问题
I have a sample Chrome packaged app which uses the Chrome sockets API to perform DNS service discovery. The heavy lifting is borrowed from the example here:
https://github.com/GoogleChrome/chrome-app-samples/tree/master/mdns-browser
I just use service names such as _pdl-datastream._tcp.local
(instead of the default of _services._dns-sd._udp.local
).
On both my Ubuntu and Windows setups (Chrome 25.0.1364.172), the app can successfully find my network printer; I can list its IP address and service instance name.

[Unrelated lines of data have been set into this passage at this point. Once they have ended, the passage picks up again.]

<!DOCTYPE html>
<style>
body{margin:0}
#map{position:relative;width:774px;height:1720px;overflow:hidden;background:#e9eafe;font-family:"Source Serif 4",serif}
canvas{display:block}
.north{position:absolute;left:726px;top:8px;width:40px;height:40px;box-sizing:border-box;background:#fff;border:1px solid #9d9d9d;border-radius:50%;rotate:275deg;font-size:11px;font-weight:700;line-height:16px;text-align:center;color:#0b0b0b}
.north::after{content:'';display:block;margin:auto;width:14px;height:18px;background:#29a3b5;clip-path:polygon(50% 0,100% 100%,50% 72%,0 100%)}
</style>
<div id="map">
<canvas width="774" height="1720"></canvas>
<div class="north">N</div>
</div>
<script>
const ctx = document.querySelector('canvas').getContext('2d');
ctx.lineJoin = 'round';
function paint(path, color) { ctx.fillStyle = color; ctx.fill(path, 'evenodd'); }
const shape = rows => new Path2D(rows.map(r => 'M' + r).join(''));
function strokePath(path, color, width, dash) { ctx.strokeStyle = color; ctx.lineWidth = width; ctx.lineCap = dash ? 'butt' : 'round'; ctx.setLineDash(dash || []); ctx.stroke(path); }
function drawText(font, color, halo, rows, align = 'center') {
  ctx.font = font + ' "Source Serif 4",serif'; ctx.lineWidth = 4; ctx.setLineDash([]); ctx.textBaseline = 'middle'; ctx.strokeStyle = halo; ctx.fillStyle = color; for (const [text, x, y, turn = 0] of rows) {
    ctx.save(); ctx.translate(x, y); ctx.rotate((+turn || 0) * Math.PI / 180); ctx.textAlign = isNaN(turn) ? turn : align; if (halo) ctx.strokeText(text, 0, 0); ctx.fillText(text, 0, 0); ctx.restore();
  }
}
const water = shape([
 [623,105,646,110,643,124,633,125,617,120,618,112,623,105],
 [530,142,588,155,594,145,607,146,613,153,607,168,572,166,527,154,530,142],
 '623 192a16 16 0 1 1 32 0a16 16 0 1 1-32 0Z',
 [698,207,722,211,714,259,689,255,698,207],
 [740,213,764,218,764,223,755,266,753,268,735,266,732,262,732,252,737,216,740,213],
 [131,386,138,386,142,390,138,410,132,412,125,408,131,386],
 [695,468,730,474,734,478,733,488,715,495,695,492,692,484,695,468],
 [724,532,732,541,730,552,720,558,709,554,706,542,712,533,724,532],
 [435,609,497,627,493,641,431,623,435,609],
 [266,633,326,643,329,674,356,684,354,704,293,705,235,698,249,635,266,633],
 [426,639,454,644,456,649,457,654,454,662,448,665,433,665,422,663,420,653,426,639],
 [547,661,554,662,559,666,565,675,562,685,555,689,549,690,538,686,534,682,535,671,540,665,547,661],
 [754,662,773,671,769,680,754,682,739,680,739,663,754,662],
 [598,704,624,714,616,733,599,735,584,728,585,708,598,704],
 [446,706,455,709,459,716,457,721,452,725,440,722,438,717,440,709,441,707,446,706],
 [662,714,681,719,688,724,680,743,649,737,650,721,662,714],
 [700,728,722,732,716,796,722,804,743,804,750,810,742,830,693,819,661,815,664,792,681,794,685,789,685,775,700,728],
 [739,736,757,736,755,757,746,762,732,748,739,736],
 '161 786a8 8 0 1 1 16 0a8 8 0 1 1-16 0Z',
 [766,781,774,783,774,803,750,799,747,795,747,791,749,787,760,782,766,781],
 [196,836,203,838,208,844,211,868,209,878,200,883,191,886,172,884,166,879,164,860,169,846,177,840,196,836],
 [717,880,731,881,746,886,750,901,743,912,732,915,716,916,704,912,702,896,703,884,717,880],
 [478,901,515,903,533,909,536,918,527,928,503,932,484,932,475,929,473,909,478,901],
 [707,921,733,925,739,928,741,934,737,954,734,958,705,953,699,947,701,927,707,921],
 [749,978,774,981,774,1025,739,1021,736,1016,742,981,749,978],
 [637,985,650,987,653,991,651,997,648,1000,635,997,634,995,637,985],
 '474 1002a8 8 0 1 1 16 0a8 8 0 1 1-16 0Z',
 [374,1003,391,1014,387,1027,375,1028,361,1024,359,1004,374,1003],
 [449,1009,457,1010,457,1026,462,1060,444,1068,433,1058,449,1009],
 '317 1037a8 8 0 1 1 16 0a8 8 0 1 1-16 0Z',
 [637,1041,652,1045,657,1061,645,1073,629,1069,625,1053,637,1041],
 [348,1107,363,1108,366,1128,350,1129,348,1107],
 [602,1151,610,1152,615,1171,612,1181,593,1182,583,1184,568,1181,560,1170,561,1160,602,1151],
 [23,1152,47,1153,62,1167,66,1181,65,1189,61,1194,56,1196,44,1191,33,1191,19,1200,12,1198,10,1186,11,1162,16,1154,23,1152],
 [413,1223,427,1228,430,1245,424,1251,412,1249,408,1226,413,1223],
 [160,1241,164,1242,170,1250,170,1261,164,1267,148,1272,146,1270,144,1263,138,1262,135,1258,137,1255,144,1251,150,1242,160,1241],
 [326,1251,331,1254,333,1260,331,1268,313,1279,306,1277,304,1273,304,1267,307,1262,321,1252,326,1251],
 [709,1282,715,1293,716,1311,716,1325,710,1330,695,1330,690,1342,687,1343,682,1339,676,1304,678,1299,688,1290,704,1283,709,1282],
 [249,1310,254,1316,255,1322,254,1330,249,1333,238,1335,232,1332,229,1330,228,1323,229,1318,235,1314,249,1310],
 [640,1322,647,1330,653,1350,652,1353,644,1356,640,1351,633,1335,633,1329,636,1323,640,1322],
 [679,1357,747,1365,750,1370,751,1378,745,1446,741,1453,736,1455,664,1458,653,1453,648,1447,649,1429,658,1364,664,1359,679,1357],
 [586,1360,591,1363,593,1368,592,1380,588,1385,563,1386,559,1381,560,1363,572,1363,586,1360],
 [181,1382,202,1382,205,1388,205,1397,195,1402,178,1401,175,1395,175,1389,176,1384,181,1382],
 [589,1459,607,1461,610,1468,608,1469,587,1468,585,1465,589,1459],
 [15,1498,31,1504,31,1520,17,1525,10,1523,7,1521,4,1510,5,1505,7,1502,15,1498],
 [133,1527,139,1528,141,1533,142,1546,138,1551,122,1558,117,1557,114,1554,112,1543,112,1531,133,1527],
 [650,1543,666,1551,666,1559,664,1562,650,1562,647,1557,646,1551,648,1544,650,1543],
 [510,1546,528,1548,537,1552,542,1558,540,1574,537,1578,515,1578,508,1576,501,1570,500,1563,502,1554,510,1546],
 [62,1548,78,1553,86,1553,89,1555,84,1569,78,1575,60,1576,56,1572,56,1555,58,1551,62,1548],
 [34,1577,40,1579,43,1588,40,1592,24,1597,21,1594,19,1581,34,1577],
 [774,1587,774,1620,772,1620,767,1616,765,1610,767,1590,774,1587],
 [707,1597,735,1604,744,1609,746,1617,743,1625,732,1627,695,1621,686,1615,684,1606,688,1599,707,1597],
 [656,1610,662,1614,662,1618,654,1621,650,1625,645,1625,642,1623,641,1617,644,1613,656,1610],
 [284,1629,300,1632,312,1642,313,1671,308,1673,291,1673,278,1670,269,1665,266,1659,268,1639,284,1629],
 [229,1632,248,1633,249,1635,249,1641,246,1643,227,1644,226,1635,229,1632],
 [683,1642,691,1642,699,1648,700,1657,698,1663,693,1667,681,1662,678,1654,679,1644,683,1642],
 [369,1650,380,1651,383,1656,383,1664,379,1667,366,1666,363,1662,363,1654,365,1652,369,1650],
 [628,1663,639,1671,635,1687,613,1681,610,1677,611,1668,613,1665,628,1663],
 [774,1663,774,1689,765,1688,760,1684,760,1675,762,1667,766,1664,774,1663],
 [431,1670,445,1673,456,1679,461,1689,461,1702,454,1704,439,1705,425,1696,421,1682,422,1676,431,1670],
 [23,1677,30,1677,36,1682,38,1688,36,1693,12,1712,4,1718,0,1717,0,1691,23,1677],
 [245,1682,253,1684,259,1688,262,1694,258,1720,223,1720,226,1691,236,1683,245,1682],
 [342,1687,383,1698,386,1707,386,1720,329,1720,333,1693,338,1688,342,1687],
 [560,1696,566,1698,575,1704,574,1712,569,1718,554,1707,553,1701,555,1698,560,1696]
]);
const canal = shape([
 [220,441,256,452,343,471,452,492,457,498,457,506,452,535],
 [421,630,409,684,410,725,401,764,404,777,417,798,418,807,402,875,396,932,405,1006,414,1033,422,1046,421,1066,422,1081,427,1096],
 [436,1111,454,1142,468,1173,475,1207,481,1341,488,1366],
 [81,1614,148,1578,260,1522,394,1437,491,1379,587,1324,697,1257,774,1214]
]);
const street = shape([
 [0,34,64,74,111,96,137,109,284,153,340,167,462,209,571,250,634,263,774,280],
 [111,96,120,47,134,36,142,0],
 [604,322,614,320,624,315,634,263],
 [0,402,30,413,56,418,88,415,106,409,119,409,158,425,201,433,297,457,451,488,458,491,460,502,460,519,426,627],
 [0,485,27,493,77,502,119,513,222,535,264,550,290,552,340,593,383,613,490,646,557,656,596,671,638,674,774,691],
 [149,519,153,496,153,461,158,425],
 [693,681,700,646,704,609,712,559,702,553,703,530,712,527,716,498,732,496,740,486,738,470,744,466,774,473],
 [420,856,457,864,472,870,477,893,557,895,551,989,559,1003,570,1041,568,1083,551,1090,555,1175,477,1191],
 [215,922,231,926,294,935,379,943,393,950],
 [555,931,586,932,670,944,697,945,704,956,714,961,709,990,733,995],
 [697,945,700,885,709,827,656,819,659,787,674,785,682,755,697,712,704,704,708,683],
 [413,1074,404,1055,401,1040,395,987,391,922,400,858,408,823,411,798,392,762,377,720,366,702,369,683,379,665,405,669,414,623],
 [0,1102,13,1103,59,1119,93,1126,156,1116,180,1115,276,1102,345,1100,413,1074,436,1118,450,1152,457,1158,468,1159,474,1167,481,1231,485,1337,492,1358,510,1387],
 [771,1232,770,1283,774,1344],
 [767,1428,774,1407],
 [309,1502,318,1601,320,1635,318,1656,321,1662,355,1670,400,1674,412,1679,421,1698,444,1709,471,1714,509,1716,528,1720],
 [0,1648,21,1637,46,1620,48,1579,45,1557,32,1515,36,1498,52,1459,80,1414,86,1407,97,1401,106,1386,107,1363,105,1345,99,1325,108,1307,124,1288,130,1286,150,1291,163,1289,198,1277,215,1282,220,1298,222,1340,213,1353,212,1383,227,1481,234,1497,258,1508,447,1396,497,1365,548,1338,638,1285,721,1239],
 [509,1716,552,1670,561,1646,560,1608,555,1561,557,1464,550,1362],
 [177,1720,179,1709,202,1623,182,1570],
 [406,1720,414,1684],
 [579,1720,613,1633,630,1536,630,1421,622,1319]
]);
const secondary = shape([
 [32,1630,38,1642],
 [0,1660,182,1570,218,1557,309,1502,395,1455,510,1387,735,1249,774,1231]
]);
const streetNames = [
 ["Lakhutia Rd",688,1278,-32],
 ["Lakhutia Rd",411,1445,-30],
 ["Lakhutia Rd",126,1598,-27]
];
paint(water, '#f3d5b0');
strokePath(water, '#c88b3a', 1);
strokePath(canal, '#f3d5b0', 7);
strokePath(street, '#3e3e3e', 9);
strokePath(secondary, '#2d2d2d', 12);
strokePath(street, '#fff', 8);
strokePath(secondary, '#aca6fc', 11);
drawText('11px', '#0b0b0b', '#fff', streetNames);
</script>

However, it fails in Chrome OS on my Samsung Chromebook (Chrome 25.0.1364.173); nothing is found.
Any idea what the problem might be? Is this a known issue?
回答1:
You should check if it's the default firewall. On a Chromebook by default I believe all incoming connections are blocked. If you're running in dev mode you can do the following to allow all incoming udp traffic to test whether this is the problem:
- Press Ctrl+Alt+T to bring up a terminal window and type the following
- shell
- sudo iptables -I INPUT -p udp -j ACCEPT
回答2:
Yes, Chromebooks default to a restrictive firewall. However, if the incoming packet matches an outgoing one, the incoming packet should be permitted. Here's the list of firewall rules.
回答3:
According to the bug report created by Haw-Bin, this is verified as fixed since end of 2013.